We would like to keep most of this to ourselves for now but what can be said is that Harold is part of the crew on a so called „generation starship“ that has crash landed on a water-planet. So the setting is basically between a huge, half-intact submarine and the secret landscape outside of it. The crash situation is already long established once the player enters the scenario and the main task on-board is still to find a way back into space while dealing with the social enclosure of the ship.

Can you explain to our readers how you designed your game ? What techniques did you use to achieve these amazing visuals ?

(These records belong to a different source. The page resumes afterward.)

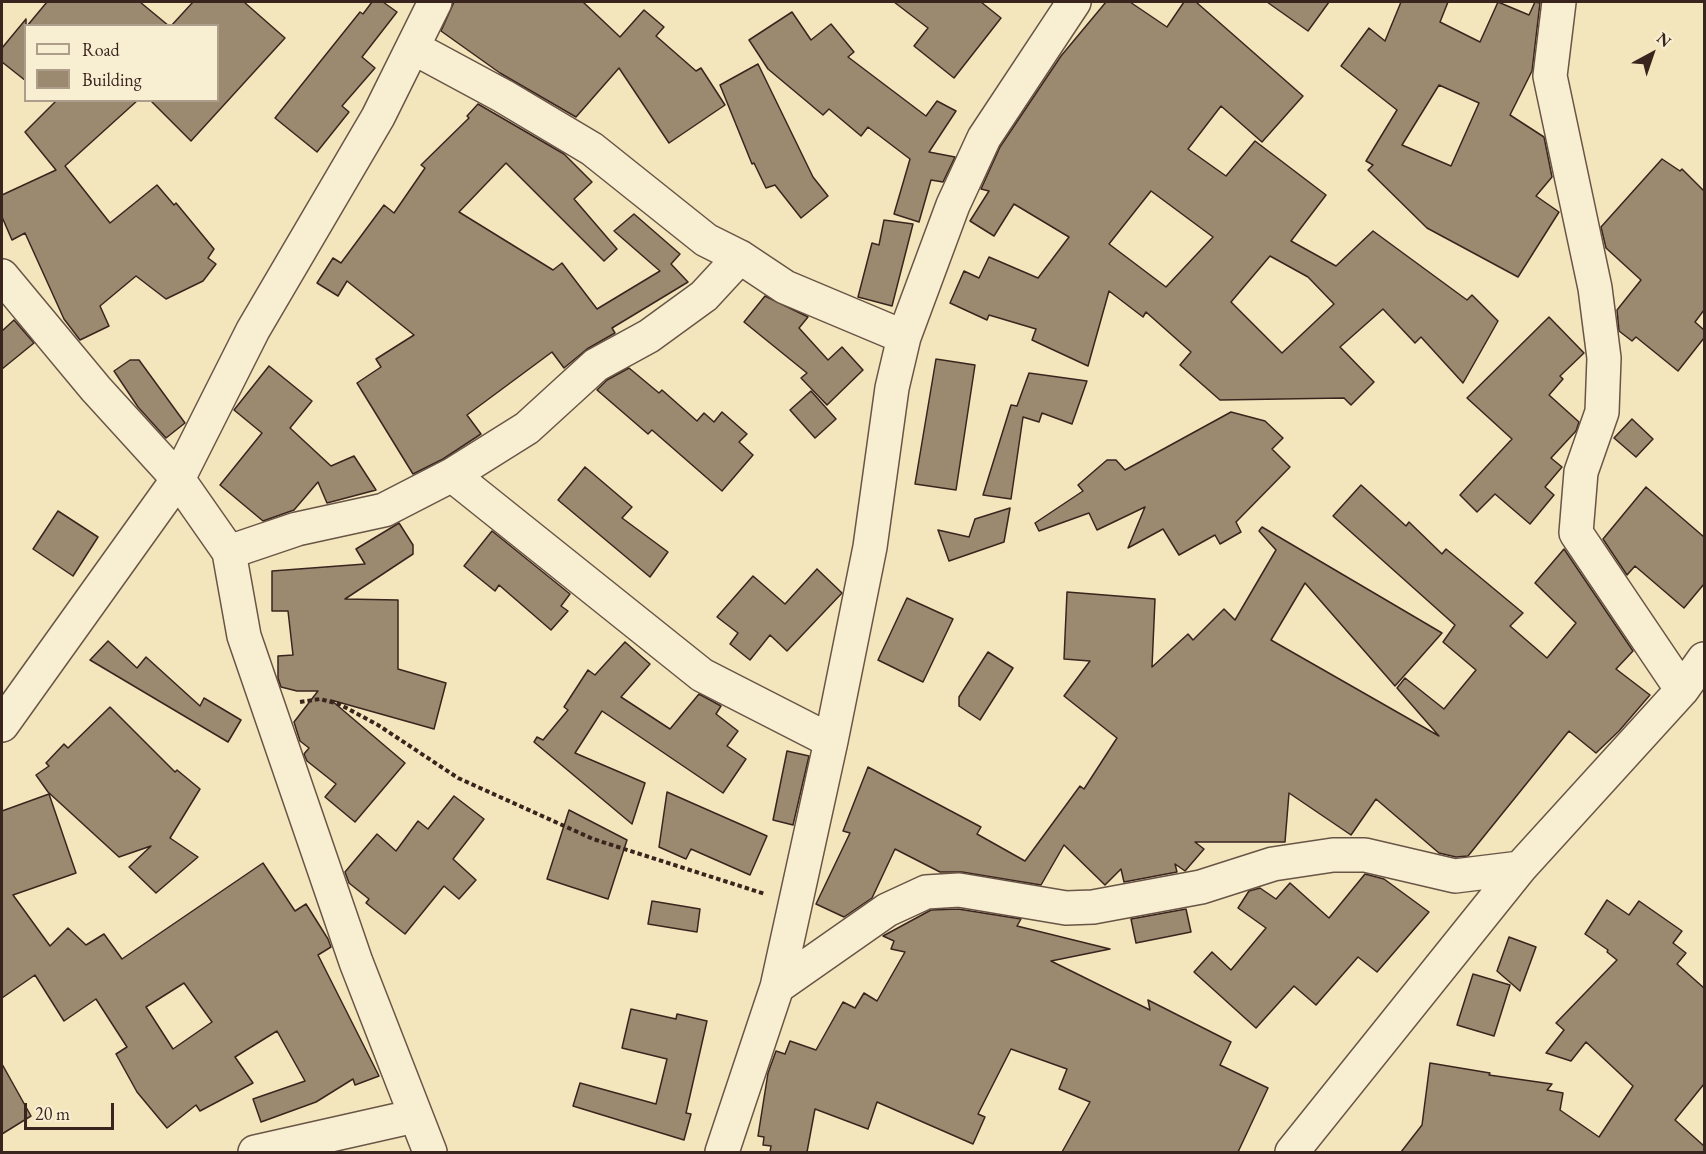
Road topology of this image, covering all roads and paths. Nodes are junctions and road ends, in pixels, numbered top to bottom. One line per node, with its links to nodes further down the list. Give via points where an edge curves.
1 (435, 2): 4 (street)
2 (1074, 2): 7 (street, via 984,138 953,206)
3 (1559, 2): 12 (street, via 1550,76 1594,288 1604,358 1602,412 1581,472 1576,533)
4 (414, 48): 5 (street, via 592,150 706,240); 9 (street, via 253,330)
5 (740, 256): 7 (street, via 785,287); 8 (street, via 704,296 650,336 596,365 526,428)
6 (2, 276): 9 (street)
7 (904, 338): 15 (street, via 892,388 870,547)
8 (452, 475): 10 (street, via 384,510 297,529); 15 (street, via 702,675)
9 (178, 479): 10 (street); 14 (street)
10 (229, 552): 13 (street, via 244,636)
11 (1704, 659): 12 (street)
12 (1682, 690): 16 (street)
13 (269, 705): 17 (path, via 329,701 378,725 458,778 593,839); 19 (street, via 356,962)
14 (2, 725)
15 (831, 741): 17 (street)
16 (1520, 868): 18 (street, via 1455,876 1365,855 1333,855 1273,864 1201,887 1075,908 959,890 926,892 887,910); 23 (street)
17 (794, 903): 18 (street)
18 (777, 987): 22 (street)
19 (415, 1116): 20 (street); 21 (street)
20 (255, 1152)
21 (430, 1152)
22 (722, 1152)
23 (1292, 1152)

After building all the assets in the real world we 3D scan them using Photogrammetry. (For those unfamiliar: that means we put every single thing in the game on a turntable and photograph it from every angle to then feed it back into the photogrammetry software which generates a high poly model out of them.) We then use different retopology techniques to get low poly models we can use in the real time game environment. This makes it possible to create digital replicas that are very close to the originals with all the benefits 3D models (especially in real time environments) have, like more precise control, fluid animation, physics and being receptive for dynamic lighting. That way we get to chose the proper balancing point between reality-conservation and building a satisfyingly interactive situation.

Why did you choose to create a « handcrafted » game instead of using more common techniques ?

That’s a big question in all creative fields today. Using real objects means using real tools. One of the main counter-intuitive up-sides to real tools is the time we spend with them and the carefulness and patience you’re forced to use. A piece of real material can take a while to be manipulated depending on it’s physical make up. There’s no control+Z-ing it can just fall off the table and break into pieces. Sometimes you smudge off the paint from a face because you were working on the back of the head with your brush. A metal wall can take on actual rust but if you wait too long it deteriorates.
Another technically counter-intuitive measure is that despite the amount of consideration you still end up with mismatched table legs, asymmetrical faces and a lot of other mistakes. Luckily that ends up bringing familiarity to the reality we live in because, especially on a detailed scale we, too, live surrounded by physical imperfections. Additionally a lot of the materials (like wood grain, paint strokes, rust…) just have a natural amount of variation that comes with them.
So on the surface every single centimeter of the game looks unique (something we could not achieve using tiled textures, symmetrical modeling or other conventional digital tools) and inherently we come closer to the indescribable quality that makes up the „believability“ of our reality and therefore the believability of our game. Ultimately we really believe that it ends up showing in some way to the player.

Thank you to Onat Hekimoglu for his answers.